All with the extra value of a new lifestyle experience for the 29-year-old, his partner Blaise and their two children. They have a third child due next month.
In the wake of the disaster, the club invited fans to donate toys and Redmond claims he was ‘proud’ to have been part of the moment
The winger spent seven years at Southampton before making the switch to Turkey in 2022
Redmond has a decision to make as the Turkish season comes to a belated close. Besiktas are keen to keep him but there is interest from more than one club in the Premier League.

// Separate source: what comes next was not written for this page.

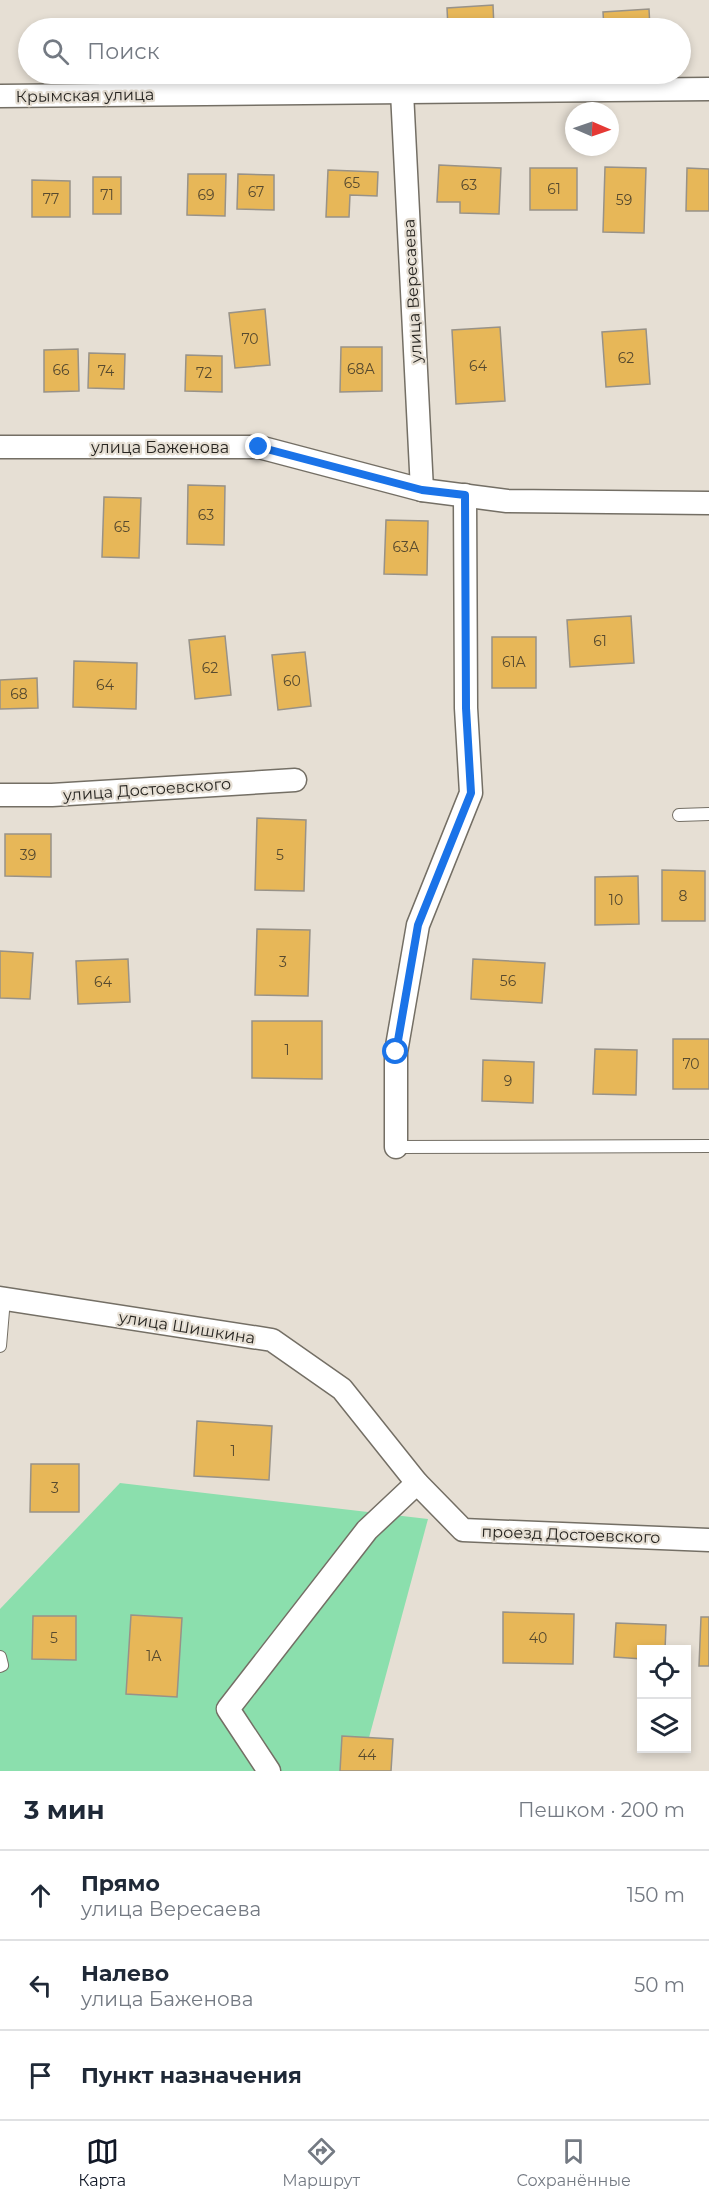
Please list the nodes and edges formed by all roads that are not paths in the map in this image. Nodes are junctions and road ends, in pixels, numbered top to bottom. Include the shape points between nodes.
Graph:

‘I feel mentally sharp, hungry and physically good,’ he says. ‘I’m only 29, I still feel I have something to give at the highest level. I look at my family with another kid on the way and it pushes me more to be the best I can be.
‘I’ve really enjoyed my time here. I came for the challenge but it’s exceeded what I thought was the reality of football here.
‘If staying is a possibility then we’ll sit down and discuss it, but you never know what’s going to happen. I just want to finish the season strong, welcome my new baby and rest.’